» **RECORDS PROVIDED**
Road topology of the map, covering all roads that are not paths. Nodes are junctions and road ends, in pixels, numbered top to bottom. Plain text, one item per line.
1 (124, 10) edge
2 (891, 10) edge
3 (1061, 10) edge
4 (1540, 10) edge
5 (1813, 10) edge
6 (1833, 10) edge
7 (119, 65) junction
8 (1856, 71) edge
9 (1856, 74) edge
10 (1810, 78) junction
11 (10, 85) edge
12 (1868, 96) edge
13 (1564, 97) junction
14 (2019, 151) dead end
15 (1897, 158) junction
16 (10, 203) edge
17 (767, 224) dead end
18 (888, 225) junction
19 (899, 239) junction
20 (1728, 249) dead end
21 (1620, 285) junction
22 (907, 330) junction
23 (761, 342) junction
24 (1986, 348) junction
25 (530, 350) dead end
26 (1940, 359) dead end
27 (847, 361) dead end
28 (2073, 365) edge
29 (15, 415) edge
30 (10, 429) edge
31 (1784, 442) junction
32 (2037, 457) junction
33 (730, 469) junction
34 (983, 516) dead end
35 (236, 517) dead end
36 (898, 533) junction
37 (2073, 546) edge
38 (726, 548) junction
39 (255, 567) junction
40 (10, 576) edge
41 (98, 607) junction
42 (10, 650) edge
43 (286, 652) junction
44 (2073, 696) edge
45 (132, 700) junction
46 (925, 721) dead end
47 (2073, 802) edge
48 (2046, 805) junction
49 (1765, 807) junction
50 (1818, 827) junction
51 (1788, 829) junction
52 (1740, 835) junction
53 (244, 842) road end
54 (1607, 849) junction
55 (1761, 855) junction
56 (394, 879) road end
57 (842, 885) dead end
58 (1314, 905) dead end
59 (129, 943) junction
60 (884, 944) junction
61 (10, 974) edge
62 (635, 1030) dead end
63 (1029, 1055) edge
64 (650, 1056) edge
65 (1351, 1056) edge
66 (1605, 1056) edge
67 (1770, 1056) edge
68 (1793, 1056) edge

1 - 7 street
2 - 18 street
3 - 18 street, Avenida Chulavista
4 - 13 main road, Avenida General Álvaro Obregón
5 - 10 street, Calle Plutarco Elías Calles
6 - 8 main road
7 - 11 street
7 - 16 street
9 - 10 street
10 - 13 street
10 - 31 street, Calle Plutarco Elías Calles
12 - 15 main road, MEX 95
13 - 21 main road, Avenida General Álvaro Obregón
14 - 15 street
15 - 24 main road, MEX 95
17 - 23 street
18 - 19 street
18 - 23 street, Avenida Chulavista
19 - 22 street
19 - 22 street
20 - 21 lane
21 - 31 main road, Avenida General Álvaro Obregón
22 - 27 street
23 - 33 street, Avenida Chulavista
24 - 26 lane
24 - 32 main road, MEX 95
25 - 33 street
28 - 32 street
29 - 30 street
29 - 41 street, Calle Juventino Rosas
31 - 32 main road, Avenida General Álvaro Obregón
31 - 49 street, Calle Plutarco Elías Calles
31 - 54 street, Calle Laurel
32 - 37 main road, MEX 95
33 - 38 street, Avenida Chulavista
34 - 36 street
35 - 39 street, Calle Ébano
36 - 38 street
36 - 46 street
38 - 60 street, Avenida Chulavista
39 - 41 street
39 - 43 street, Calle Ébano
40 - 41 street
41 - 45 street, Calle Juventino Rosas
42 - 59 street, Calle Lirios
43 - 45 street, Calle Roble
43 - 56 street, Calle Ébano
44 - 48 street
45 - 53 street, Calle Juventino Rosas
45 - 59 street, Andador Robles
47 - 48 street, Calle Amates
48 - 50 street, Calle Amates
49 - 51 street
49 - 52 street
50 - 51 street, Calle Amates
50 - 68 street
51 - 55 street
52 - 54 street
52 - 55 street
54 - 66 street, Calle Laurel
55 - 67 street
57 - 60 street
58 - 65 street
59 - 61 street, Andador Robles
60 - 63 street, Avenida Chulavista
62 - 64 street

» **WORK REQUIRED**
In the records above, find each line that mentions the string "Rosas", then copy it.

» **WRITTEN RESPONSE**
29 - 41 street, Calle Juventino Rosas
41 - 45 street, Calle Juventino Rosas
45 - 53 street, Calle Juventino Rosas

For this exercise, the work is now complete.